**Task objective**:
Check each line of the records below for the word "Norrvikenleden" and copy those where it appears.

**Source data**:
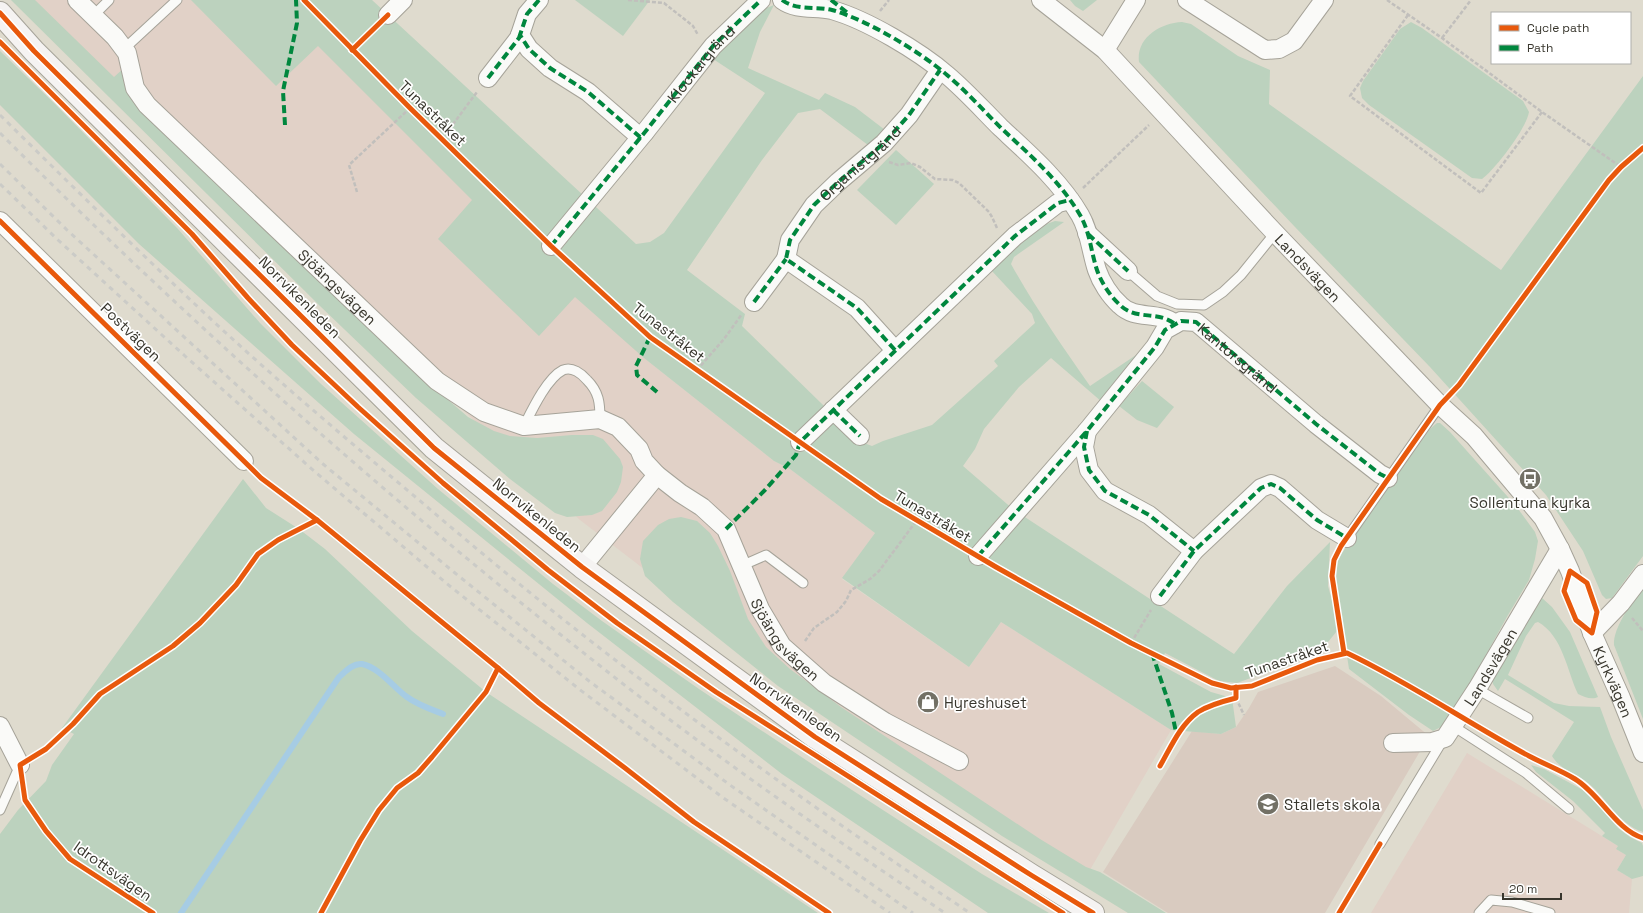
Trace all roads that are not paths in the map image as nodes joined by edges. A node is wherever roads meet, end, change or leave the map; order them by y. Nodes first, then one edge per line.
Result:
1 (76, 0) edge
2 (109, 0) edge
3 (177, 0) edge
4 (403, 0) edge
5 (539, 0) edge
6 (761, 0) edge
7 (782, 0) edge
8 (831, 0) edge
9 (1041, 0) edge
10 (1136, 0) edge
11 (1187, 0) edge
12 (1324, 0) edge
13 (0, 13) edge
14 (388, 15) dead end
15 (93, 16) junction
16 (854, 18) junction
17 (0, 22) edge
18 (520, 35) junction
19 (124, 49) junction
20 (1105, 50) junction
21 (34, 51) junction
22 (940, 70) junction
23 (488, 78) road end
24 (645, 132) junction
25 (1070, 200) junction
26 (0, 221) edge
27 (1087, 233) junction
28 (1275, 233) junction
29 (551, 246) dead end
30 (786, 259) junction
31 (1128, 271) joint
32 (1167, 300) junction
33 (754, 302) road end
34 (1168, 321) junction
35 (895, 350) junction
36 (1440, 405) junction
37 (834, 410) junction
38 (600, 419) junction
39 (524, 426) junction
40 (1087, 430) junction
41 (860, 436) dead end
42 (800, 442) dead end
43 (244, 461) dead end
44 (657, 475) junction
45 (1388, 478) junction
46 (1347, 538) joint
47 (1560, 549) junction
48 (1194, 551) junction
49 (978, 556) dead end
50 (741, 566) junction
51 (582, 567) junction
52 (1643, 574) edge
53 (803, 582) dead end
54 (1160, 596) road end
55 (1592, 633) junction
56 (1476, 689) junction
57 (1528, 718) dead end
58 (0, 726) edge
59 (1449, 732) junction
60 (1393, 743) dead end
61 (1643, 753) edge
62 (959, 761) dead end
63 (20, 765) joint
64 (1569, 809) dead end
65 (0, 810) edge
66 (1380, 844) dead end
67 (1093, 913) edge
68 (1479, 913) edge
69 (1550, 913) edge

1 - 15 street, Sjöängsvägen
2 - 15 lane
3 - 19 lane
4 - 14 street
5 - 18 street
6 - 24 street, Klockargränd
7 - 16 street
8 - 16 street
9 - 20 street, Landsvägen
10 - 20 street
11 - 12 street
13 - 21 main road, Norrvikenleden
15 - 19 street, Sjöängsvägen
16 - 22 street
17 - 21 main road, Norrvikenleden
18 - 23 street
18 - 24 street
19 - 39 street, Sjöängsvägen
20 - 28 street, Landsvägen
21 - 51 main road, Norrvikenleden
22 - 25 street
22 - 30 street, Organistgränd
24 - 29 street, Klockargränd
25 - 27 street
25 - 35 street
26 - 43 street, Postvägen
27 - 31 street
27 - 34 street
28 - 32 lane, Kantorsgränd
28 - 36 street, Landsvägen
30 - 33 street, Organistgränd
30 - 35 street
31 - 32 lane, Kantorsgränd
32 - 34 lane
34 - 40 street, Kantorsgränd
34 - 45 street, Kantorsgränd
35 - 37 street
36 - 45 lane
36 - 47 street, Landsvägen
37 - 41 street
37 - 42 street
38 - 39 street, Sjöängsvägen
38 - 39 lane
38 - 44 street, Sjöängsvägen
40 - 48 street
40 - 49 street, Kantorsgränd
44 - 50 street, Sjöängsvägen
44 - 51 street
45 - 46 lane
46 - 48 street
47 - 55 street, Landsvägen
47 - 56 street, Landsvägen
48 - 54 street
50 - 53 lane
50 - 62 street, Sjöängsvägen
51 - 67 main road, Norrvikenleden
52 - 55 street
55 - 61 street, Kyrkvägen
56 - 57 lane
56 - 59 street, Landsvägen
58 - 63 street
59 - 60 street
59 - 64 lane
59 - 66 lane
63 - 65 lane
68 - 69 lane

**Finished exercise**:
13 - 21 main road, Norrvikenleden
17 - 21 main road, Norrvikenleden
21 - 51 main road, Norrvikenleden
51 - 67 main road, Norrvikenleden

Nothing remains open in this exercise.